『本屋で待つ』 佐藤友則、島田潤一郎
『本屋で待つ』
佐藤友則、島田潤一郎 / 夏葉社 / 四六判変形上製 / 298P
広島県庄原市の書店「ウィー東城店」の佐藤友則の話を2年にわたって聞いたものを、島田潤一郎がまとめた一冊。
人口約7000人の町にある「ウィー東城店」。
老舗書店の長男だった著者は、町民の相談ごとに耳を傾け続けることで、赤字続きだった店を立て直します。
「電化製品がこわれた」
「年賀状の字がもう書けない」
「普通免許をとりたいけど、母国語のポルトガル語しか読めない」
町の人びとは、本屋へ行けばなにかヒントがある、と考えて、本屋にやってきます。
その本にたいする信頼、そして本を売る人への信頼が、ウィー東城店を特別な店に変えていきます。
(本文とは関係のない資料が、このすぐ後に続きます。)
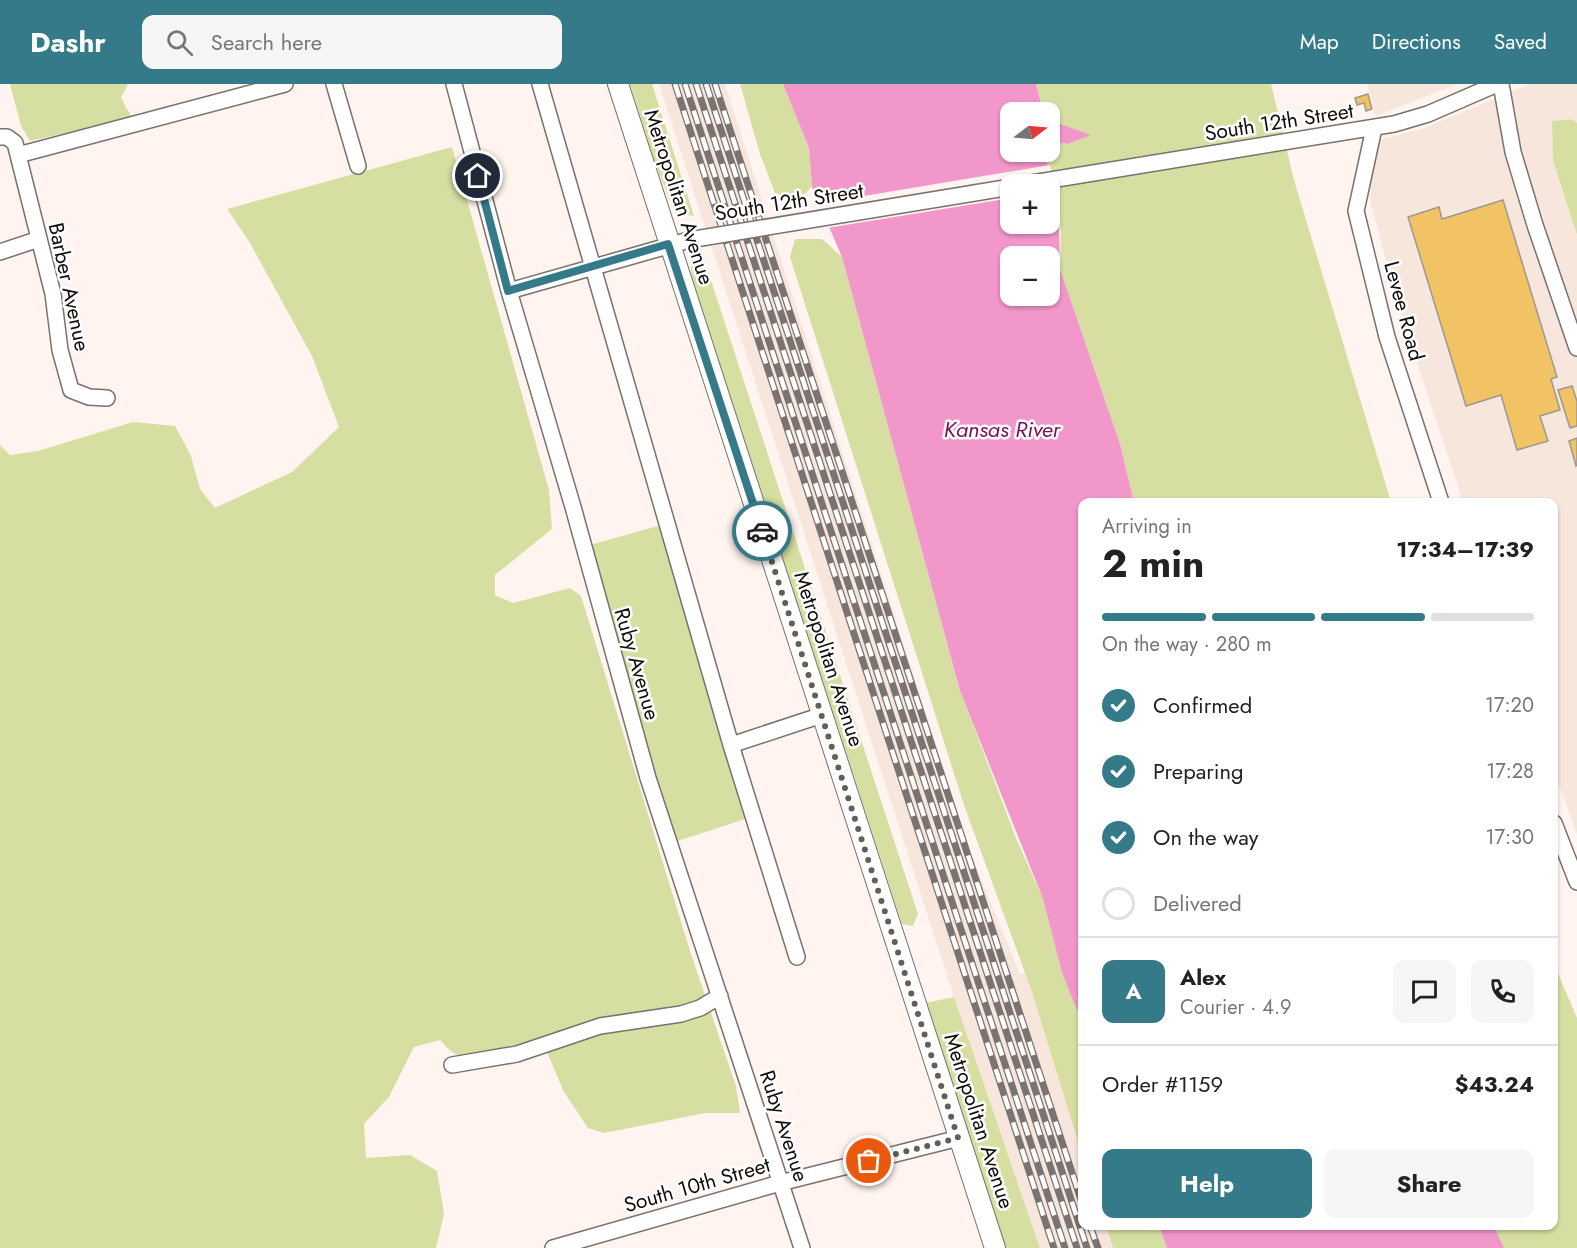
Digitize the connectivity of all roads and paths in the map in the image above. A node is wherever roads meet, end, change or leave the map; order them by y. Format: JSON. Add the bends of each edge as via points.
{"nodes":[{"id":1,"x":285,"y":84,"type":"edge"},
{"id":2,"x":334,"y":84,"type":"edge"},
{"id":3,"x":453,"y":84,"type":"edge"},
{"id":4,"x":540,"y":84,"type":"edge"},
{"id":5,"x":618,"y":84,"type":"edge"},
{"id":6,"x":1499,"y":84,"type":"edge"},
{"id":7,"x":1374,"y":128,"type":"junction"},
{"id":8,"x":0,"y":137,"type":"edge"},
{"id":9,"x":18,"y":155,"type":"junction"},
{"id":10,"x":358,"y":166,"type":"dead end"},
{"id":11,"x":1060,"y":178,"type":"edge"},
{"id":12,"x":1000,"y":189,"type":"edge"},
{"id":13,"x":39,"y":239,"type":"junction"},
{"id":14,"x":668,"y":244,"type":"junction"},
{"id":15,"x":0,"y":252,"type":"edge"},
{"id":16,"x":592,"y":266,"type":"junction"},
{"id":17,"x":508,"y":291,"type":"junction"},
{"id":18,"x":1577,"y":348,"type":"edge"},
{"id":19,"x":107,"y":398,"type":"dead end"},
{"id":20,"x":1441,"y":498,"type":"edge"},
{"id":21,"x":822,"y":715,"type":"junction"},
{"id":22,"x":731,"y":746,"type":"junction"},
{"id":23,"x":1558,"y":833,"type":"edge"},
{"id":24,"x":1577,"y":882,"type":"edge"},
{"id":25,"x":797,"y":957,"type":"dead end"},
{"id":26,"x":720,"y":996,"type":"junction"},
{"id":27,"x":452,"y":1065,"type":"dead end"},
{"id":28,"x":958,"y":1138,"type":"junction"},
{"id":29,"x":780,"y":1183,"type":"junction"},
{"id":30,"x":553,"y":1248,"type":"edge"},
{"id":31,"x":802,"y":1248,"type":"edge"},
{"id":32,"x":995,"y":1248,"type":"edge"}],
"edges":[{"from":1,"to":9,"type":"street"},
{"from":2,"to":10,"type":"street"},
{"from":3,"to":17,"type":"street","name":"Ruby Avenue"},
{"from":4,"to":16,"type":"street"},
{"from":5,"to":14,"type":"main road","name":"Metropolitan Avenue"},
{"from":6,"to":7,"type":"street","name":"South 12th Street","via":[[1428,114]]},
{"from":6,"to":18,"type":"street","via":[[1513,152]]},
{"from":7,"to":11,"type":"street","name":"South 12th Street"},
{"from":7,"to":20,"type":"street","name":"Levee Road","via":[[1356,211],[1387,338]]},
{"from":8,"to":9,"type":"street","via":[[12,139]]},
{"from":9,"to":13,"type":"street","name":"Barber Avenue"},
{"from":12,"to":14,"type":"street","name":"South 12th Street","bridge":true},
{"from":13,"to":15,"type":"street"},
{"from":13,"to":19,"type":"street","name":"Barber Avenue","via":[[71,390]]},
{"from":14,"to":16,"type":"street","name":"South 12th Street"},
{"from":14,"to":21,"type":"main road","name":"Metropolitan Avenue"},
{"from":16,"to":17,"type":"street","name":"South 12th Street"},
{"from":16,"to":22,"type":"street"},
{"from":17,"to":26,"type":"street","name":"Ruby Avenue","via":[[648,778]]},
{"from":21,"to":22,"type":"street"},
{"from":21,"to":28,"type":"main road","name":"Metropolitan Avenue"},
{"from":22,"to":25,"type":"street"},
{"from":23,"to":24,"type":"street"},
{"from":26,"to":27,"type":"street","via":[[681,1014],[600,1026],[517,1054]]},
{"from":26,"to":29,"type":"street","name":"Ruby Avenue"},
{"from":28,"to":29,"type":"street","name":"South 10th Street"},
{"from":28,"to":32,"type":"main road","name":"Metropolitan Avenue"},
{"from":29,"to":30,"type":"street","name":"South 10th Street"},
{"from":29,"to":31,"type":"street","name":"Ruby Avenue"}]}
本書が感動的なのは、ウィー東城店が町の人びとの相談ごとのひとつとして、次々に学校へ行けなかった若者たちを雇用し、彼らが社会へ出るための後押しをしていることです。
本のある場所で、本を求める人と会話することが、若者たちの心を少しずつ癒やしていきます。
本書はその貴重な記録でもあります。